# further complications, feeling gutted, need support please



## Witchie Poo Cat (Aug 12, 2005)

Hi Girls

As most of you know Ive been TTC for over 7 years now.  Since March 2004 Ive had Lap & Dye, various bloods done and DH has had SAs done too.

Ive been on Clomid 6mths, off 6 mths, on 4mths, off 3 months and on again for 4 months (am in mnth 2 of last 4 months).

When I was first seen at NHS clinic by gynae I was told due to my age I would be added to IVF straight away.  Then in Nov 2005 found out I had never been added but fertility consultant checked the notes and arranged for referral to be back dated.

Just found out today that Im still not on the list and now I have to see a 3rd consultant to discuss the situation and he will then decide whether or not Im to be added to the list and when.

Am absolutely gutted.  It seems even after seeing the infertility specialist and getting her approval for IVF its still not definite and I have to be further approved by someone else who may advise alternative treatment.

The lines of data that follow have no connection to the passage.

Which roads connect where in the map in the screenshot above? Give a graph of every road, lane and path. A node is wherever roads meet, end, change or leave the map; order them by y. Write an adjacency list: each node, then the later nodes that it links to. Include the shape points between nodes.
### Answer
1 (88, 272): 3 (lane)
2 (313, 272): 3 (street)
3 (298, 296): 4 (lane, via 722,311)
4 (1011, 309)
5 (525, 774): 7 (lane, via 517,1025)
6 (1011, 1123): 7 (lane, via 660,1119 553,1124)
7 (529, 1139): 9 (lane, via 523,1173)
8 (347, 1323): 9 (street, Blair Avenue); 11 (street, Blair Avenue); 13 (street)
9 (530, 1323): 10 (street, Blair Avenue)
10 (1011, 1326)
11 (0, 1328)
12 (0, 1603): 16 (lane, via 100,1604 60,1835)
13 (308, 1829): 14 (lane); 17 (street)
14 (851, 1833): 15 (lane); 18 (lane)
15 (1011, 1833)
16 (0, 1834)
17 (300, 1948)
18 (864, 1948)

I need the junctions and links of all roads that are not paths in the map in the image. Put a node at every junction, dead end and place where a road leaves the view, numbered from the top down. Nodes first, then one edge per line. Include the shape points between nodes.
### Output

Im 36 in October and getting really worried now and if Im not added to IVF list I will be nearly 39 before my name comes up (assuming he adds me in April if not before).  Since I dont O unmedicated and cant have any more clomid after this I dont know what else Im going to do.

Feel like Ive been kicked in the teeth today.  Rang this guys secretary who says all IVF referrals in my area go through him so looks like I have no choice in the matter.  Cant afford private treatment either.

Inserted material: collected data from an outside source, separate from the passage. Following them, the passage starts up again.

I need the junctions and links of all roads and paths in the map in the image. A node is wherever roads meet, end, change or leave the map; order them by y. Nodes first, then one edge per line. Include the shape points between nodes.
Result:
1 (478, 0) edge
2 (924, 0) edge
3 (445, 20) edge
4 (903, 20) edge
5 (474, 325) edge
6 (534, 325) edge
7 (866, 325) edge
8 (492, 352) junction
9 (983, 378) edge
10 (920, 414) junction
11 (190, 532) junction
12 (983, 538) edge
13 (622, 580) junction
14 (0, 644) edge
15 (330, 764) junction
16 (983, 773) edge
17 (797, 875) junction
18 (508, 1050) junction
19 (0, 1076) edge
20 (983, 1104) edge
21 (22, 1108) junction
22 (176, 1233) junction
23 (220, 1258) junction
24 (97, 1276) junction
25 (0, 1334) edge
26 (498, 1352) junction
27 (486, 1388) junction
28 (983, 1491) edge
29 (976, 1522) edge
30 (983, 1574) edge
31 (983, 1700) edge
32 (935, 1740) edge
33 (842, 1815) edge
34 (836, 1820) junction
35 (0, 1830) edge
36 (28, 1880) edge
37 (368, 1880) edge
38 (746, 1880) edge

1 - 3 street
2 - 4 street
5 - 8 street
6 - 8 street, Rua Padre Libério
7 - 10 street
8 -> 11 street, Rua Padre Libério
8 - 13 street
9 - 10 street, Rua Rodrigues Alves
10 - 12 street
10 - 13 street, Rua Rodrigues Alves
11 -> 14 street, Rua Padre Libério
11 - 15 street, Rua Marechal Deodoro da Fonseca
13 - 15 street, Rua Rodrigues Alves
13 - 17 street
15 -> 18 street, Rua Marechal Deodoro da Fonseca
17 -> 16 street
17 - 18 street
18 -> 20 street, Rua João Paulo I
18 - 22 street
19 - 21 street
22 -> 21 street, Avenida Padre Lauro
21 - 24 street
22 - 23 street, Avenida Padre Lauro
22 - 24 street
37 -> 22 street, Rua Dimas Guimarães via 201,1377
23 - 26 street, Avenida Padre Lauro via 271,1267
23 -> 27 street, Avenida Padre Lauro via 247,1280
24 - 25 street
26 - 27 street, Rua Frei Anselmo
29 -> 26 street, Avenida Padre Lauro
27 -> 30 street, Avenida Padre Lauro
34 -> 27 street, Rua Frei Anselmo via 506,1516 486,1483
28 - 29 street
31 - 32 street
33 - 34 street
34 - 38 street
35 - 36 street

Help, am feeling so low, cant stop crying.  DH cant get away from work and is policing tonight too so am on my own til tomorrow  

Sorry to have a moan, was feeling so positive up until this happened today.

Witchie Poo Cat


----------



## KerryB (Mar 7, 2005)

Oh honey thats awful. You poor love.   I think you should make a complaint first of all that there has been so much messing around, and the fact you were told you were on the list twice and your not is absolutely disgraceful. I can understand how you feel about time, age and not having more medication, it must be a huge worry.

All I can say is stay strong. Make a complaint and then see your cons and discuss your concerns with him, and how disappointed and appalled you are by the service you have received.

Lots of love
xxxx


----------



## *Bev* (Dec 20, 2005)

Sending you   hun.

I think Flower is right, you should complain...


----------



## flowerpot (Jan 20, 2005)

oh Witchie 
I remember your last hossie visit when they agreed you had been messed about and they would slot you on the list at the right place. how can they change their minds again?  which hospital is it?

I know when we got listed we got a letter dated to say when we were officially added so we have it in writing.

I would contact the hospital, ask for the PALS (patient liaison service) and tell them you want the name of the chief executive to write to.  They have a duty to respond answering your questions within a certain number of days.

Why do they think they can just mess with us like this.  I know how you feel about age, our IVF waiting list is 3 years and I'll be 35, they won't treat you over age 40.  

big hugs xxx


----------



## Witchie Poo Cat (Aug 12, 2005)

oh....and I forgot to add that my BMI is too high for IVF, its around 35/36 just now, and I know I have to get it below 30.  My consultant knows im working on this but you just know what this guy is going to say when I see him dont you?  Its all going to be about my weight and how he cant add me yet, even though my consultant said I could be added as long as my BMI was below 30 by the time treatment is due to start.  In fact, his secretary said that usually they just add the IVF referrals to the waiting list when they come in but when he read my referral he wanted to see me.  My own consultant did give me a hard time initially in November about my weight but when I saw her in January I think she realised I was doing my best and didnt mention it. I cant bear going through all that again.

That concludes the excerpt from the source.